Duas ex-enfermeiras do Hospital Regional do Vale, de Taubaté (SP), contaram em depoimento à CPI do Tráfico de Órgãos que um grupo de médico daquele unidade de saúde faziam a retirada de rins de pacientes ainda vivos. De acordo com elas, essa prática vinha ocorrendo desde 1996. As enfermeiras contaram aos deputados que quatro médicos do hospital "acelerarava" a morte de um paciente para facilitar a retirada de seus órgãos. De acordo com elas, isso era feita com a aplicação de medicamentos.

 

A enfermeira Rita Maria revelou que um dos casos envolveu o paciente José Faria Carneiro, de aproximadamente 40 anos, que deu entrada no hospital com suspeita de traumatismo craniano. Rita conta que, juntamente com uma colega, preparou o centro cirúrgico, mas achou estranho o movimento de médicos no local.

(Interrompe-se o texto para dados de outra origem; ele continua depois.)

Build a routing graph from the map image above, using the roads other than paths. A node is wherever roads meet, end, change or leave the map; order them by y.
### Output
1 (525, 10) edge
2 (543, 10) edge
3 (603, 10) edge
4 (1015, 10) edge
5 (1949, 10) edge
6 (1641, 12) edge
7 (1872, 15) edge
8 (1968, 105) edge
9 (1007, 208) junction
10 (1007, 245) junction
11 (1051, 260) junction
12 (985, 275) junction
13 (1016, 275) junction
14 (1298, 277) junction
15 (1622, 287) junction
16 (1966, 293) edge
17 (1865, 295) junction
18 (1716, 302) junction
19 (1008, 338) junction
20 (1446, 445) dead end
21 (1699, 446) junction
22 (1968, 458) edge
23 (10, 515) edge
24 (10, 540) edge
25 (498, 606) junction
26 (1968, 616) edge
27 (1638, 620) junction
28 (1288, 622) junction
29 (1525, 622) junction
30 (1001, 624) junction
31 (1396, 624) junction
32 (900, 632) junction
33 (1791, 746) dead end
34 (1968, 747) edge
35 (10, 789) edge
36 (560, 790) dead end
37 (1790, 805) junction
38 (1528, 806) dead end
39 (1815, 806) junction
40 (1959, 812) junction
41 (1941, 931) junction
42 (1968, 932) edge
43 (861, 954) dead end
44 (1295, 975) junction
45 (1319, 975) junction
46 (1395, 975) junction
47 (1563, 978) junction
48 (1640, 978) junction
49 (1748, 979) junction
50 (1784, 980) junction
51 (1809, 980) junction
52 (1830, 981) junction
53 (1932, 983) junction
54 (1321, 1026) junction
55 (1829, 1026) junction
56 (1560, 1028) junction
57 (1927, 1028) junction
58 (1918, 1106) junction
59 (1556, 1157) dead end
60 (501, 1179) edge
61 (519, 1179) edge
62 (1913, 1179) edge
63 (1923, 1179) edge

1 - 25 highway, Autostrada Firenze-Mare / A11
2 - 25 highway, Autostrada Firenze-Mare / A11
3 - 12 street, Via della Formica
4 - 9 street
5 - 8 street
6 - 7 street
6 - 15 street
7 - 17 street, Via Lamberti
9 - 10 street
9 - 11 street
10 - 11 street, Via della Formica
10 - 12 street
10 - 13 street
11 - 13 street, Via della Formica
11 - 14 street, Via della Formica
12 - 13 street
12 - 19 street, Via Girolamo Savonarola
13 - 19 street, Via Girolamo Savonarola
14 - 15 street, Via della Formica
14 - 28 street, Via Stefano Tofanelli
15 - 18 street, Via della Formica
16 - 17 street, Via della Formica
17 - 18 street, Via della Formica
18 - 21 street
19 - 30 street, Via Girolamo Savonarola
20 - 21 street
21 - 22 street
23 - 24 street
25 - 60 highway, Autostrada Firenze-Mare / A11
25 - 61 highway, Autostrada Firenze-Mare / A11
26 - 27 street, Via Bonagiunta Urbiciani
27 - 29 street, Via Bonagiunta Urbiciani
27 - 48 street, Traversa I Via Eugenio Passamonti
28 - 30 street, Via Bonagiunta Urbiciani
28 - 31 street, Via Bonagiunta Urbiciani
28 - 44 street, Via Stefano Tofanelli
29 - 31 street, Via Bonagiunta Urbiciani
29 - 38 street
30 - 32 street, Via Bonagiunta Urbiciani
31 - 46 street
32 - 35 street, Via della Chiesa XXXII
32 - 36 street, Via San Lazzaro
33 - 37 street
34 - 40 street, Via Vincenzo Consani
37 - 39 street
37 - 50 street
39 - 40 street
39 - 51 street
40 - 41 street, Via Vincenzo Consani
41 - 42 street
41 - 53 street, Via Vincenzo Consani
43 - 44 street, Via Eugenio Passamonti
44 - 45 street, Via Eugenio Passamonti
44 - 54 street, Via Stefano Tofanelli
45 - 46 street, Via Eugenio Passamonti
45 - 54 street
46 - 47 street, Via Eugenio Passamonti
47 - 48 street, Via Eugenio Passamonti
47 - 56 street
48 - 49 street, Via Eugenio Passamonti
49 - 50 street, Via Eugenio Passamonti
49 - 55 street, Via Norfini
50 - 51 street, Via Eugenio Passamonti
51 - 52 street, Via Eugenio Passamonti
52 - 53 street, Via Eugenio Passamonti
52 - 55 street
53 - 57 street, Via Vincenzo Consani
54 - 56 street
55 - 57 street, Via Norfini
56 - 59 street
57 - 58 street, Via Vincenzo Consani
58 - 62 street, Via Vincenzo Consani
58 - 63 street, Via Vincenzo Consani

Disse que havia até urologista no momento da cirurgia.

 

Segundo Rita, antes da cirurgia, houve uma discussão entre os médicos e a anestesista, que relutava participar do procedimento. "Depois cortaram o abdome do paciente, tiraram os rins. Aí quando tirou o rim, um dos médicos pegou e pediu que pegasse a caixa", contou a enfermeira à CPI.

Durante a cirurgia, segundo Rita, o paciente tentou levantar-se várias vezes. A enfermeira contou que os médicos fizeram "um furo no paciente... ele foi parando, foi caindo a pressão, foi caindo tudo". Em seguida, o corpo foi enviado para a UTI do hospital.